**TASK ITEM:**
Based on the entries below, how many lines contain the word "Haverbrack"? Respond with only the number.

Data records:
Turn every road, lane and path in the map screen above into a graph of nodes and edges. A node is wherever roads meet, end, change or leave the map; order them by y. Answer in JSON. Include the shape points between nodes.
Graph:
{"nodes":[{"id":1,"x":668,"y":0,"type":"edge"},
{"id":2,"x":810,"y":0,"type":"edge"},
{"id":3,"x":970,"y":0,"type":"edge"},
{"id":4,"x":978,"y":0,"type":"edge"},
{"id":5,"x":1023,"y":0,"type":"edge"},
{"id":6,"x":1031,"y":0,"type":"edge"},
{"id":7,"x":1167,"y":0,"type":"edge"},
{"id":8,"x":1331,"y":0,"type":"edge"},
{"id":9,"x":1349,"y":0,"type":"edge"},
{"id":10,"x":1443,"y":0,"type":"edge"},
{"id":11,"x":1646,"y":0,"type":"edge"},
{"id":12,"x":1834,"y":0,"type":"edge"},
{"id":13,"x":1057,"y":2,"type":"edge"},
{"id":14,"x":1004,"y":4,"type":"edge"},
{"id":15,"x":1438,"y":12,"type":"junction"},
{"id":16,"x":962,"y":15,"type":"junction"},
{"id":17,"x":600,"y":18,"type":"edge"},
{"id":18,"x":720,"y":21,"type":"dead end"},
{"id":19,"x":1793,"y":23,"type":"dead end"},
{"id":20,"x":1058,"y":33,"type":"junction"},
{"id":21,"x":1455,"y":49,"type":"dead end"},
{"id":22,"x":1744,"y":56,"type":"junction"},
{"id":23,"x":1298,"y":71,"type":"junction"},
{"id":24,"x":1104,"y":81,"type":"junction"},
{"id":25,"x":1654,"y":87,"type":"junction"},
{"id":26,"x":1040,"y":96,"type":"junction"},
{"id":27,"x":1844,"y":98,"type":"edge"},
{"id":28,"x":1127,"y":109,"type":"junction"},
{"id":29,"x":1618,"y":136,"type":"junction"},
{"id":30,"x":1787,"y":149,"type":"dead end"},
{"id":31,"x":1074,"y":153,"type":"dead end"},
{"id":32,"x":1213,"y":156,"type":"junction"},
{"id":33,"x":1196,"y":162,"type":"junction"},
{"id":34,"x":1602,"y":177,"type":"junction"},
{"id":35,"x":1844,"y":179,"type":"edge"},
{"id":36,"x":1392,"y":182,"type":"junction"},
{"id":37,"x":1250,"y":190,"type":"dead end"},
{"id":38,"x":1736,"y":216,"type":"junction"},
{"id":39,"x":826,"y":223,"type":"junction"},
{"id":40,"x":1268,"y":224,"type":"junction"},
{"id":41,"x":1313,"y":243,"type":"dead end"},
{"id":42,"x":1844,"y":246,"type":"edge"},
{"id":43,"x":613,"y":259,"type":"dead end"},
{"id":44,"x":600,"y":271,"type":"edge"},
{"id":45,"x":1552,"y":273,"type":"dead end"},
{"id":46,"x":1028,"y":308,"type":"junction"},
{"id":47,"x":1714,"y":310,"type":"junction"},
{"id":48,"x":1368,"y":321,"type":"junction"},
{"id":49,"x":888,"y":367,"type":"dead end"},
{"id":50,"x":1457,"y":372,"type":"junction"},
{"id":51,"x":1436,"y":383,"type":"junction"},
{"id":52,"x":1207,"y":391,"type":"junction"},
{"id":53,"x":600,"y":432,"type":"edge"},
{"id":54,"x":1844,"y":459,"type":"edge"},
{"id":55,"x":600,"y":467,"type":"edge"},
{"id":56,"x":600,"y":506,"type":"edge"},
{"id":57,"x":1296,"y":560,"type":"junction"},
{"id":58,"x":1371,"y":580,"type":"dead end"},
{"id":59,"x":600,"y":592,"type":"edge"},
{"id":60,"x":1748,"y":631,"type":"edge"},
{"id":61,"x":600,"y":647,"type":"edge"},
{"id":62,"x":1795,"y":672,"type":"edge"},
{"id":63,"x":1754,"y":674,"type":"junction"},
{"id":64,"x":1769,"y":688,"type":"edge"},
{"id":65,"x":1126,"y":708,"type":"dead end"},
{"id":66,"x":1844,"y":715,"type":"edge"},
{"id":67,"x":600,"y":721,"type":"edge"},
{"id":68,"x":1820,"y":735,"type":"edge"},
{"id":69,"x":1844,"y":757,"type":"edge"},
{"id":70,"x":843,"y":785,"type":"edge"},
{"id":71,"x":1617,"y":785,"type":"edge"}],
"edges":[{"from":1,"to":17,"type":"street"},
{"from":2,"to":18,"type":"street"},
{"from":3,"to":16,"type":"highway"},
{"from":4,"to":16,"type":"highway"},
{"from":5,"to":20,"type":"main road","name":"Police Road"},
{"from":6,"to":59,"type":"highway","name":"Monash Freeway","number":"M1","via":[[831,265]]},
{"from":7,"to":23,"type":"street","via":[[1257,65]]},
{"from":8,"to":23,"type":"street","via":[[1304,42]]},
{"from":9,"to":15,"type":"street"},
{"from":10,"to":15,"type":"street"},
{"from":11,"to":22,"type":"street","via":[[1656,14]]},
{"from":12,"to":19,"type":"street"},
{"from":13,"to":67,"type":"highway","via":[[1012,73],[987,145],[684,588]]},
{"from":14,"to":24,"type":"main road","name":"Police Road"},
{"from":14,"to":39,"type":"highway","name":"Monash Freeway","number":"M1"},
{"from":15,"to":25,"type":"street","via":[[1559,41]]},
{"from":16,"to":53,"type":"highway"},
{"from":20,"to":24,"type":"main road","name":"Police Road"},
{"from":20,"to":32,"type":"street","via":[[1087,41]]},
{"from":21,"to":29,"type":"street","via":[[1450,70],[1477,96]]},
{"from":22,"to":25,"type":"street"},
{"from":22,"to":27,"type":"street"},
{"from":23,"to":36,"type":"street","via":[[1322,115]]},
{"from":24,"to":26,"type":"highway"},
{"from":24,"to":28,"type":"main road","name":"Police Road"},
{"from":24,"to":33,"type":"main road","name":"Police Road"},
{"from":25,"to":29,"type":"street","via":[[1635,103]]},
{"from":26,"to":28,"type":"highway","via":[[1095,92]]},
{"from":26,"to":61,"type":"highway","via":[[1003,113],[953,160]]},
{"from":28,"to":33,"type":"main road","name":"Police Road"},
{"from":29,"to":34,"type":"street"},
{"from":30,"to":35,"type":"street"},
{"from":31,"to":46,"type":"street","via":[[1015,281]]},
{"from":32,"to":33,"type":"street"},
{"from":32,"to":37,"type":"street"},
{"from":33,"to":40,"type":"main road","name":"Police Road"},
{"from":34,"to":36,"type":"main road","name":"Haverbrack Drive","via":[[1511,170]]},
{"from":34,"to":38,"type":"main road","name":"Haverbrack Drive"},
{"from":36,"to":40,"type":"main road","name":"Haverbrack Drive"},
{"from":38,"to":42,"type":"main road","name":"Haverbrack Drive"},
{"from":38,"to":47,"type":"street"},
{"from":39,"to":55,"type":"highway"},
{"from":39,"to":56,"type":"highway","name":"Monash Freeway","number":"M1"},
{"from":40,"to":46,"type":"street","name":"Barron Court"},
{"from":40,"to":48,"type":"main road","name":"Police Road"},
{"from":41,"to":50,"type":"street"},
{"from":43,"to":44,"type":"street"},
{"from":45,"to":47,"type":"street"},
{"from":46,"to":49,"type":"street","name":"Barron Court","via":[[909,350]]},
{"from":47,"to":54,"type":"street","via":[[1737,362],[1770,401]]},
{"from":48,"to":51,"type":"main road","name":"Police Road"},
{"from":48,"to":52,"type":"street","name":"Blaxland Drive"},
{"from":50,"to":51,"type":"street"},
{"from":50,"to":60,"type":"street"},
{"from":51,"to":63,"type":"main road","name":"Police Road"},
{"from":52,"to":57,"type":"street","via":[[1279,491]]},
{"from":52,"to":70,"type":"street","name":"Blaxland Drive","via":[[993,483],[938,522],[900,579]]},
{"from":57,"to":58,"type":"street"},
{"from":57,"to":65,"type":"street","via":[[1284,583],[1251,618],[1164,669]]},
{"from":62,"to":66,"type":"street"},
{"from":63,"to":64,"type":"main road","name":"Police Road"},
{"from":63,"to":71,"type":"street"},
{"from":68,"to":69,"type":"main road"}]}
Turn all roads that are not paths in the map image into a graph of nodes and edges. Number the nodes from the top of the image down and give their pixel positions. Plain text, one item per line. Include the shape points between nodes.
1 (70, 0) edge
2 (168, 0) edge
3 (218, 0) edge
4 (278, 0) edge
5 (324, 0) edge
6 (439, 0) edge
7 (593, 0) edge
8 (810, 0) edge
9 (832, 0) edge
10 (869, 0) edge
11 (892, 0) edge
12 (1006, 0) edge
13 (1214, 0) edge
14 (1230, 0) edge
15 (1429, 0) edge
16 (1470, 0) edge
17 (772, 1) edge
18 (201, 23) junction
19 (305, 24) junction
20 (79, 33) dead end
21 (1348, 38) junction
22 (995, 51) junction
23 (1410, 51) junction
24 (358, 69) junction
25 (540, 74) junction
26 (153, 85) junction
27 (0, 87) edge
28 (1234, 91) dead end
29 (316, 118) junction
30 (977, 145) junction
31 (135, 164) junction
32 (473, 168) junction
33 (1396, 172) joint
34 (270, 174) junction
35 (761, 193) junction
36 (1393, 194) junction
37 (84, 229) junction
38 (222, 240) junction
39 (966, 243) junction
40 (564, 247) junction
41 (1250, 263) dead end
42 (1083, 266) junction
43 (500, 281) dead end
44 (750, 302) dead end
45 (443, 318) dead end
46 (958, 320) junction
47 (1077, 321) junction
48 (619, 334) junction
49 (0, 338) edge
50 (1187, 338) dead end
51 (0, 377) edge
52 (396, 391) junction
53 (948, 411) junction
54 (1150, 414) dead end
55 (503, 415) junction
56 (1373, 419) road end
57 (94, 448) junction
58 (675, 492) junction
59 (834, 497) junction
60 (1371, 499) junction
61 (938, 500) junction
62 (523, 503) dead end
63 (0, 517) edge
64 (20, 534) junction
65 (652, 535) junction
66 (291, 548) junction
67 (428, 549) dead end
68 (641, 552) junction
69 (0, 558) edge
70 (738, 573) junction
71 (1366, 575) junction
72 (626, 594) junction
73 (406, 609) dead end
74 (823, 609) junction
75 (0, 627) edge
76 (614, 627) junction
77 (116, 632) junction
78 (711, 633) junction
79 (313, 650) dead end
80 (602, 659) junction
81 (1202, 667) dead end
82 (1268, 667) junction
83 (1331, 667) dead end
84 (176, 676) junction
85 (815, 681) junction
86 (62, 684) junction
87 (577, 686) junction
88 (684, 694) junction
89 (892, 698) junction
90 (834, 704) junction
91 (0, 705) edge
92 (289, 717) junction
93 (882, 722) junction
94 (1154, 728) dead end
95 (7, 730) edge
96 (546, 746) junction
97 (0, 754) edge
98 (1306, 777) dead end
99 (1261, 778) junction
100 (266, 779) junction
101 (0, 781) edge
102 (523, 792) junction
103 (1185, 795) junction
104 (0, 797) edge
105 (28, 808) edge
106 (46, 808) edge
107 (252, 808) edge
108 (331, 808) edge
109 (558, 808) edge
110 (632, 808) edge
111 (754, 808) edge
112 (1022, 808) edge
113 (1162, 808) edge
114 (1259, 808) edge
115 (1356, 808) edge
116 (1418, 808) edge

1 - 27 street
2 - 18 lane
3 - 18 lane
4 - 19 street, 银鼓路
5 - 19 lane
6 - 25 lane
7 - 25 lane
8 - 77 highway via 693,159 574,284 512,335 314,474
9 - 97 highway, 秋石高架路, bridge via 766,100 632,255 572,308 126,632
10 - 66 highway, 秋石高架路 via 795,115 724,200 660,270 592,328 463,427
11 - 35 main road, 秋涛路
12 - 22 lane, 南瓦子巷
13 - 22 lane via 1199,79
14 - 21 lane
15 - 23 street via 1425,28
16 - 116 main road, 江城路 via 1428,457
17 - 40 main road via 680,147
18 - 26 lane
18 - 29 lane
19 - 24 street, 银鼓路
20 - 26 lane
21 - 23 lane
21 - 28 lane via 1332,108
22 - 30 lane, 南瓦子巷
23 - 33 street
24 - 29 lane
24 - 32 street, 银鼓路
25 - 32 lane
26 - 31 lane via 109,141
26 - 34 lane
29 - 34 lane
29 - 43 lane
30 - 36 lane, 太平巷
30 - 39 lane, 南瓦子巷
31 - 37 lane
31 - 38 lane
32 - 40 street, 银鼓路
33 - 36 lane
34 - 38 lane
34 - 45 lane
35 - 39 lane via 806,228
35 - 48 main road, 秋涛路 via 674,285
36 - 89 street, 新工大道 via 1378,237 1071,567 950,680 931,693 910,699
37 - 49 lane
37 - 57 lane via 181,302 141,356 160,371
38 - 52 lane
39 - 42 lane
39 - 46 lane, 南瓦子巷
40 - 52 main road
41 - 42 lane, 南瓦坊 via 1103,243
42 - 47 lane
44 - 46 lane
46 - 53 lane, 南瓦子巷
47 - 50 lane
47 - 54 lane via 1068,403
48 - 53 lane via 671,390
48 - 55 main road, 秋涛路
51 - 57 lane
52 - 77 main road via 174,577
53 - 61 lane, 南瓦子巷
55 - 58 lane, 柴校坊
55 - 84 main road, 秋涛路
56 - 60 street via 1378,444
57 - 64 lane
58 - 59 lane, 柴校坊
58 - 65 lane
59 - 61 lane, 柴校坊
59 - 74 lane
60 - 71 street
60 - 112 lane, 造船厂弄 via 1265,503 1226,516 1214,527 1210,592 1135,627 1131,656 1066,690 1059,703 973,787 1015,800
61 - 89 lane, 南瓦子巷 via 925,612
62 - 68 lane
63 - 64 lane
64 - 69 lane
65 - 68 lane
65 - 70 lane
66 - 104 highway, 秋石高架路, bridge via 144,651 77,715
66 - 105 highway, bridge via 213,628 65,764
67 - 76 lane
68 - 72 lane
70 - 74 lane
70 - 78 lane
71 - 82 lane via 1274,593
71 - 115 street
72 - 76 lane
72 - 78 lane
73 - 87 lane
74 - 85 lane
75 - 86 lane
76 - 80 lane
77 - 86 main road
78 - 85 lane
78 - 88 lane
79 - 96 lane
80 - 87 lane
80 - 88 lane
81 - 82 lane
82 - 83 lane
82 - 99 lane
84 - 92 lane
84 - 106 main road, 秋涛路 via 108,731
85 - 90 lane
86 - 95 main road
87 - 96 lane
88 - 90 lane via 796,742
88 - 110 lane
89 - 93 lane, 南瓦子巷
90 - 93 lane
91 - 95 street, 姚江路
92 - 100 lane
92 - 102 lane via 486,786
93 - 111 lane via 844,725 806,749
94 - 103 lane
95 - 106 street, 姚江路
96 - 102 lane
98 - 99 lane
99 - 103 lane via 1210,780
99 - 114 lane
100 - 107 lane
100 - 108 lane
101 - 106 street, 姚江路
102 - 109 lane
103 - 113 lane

**EXPECTED ANSWER:**
4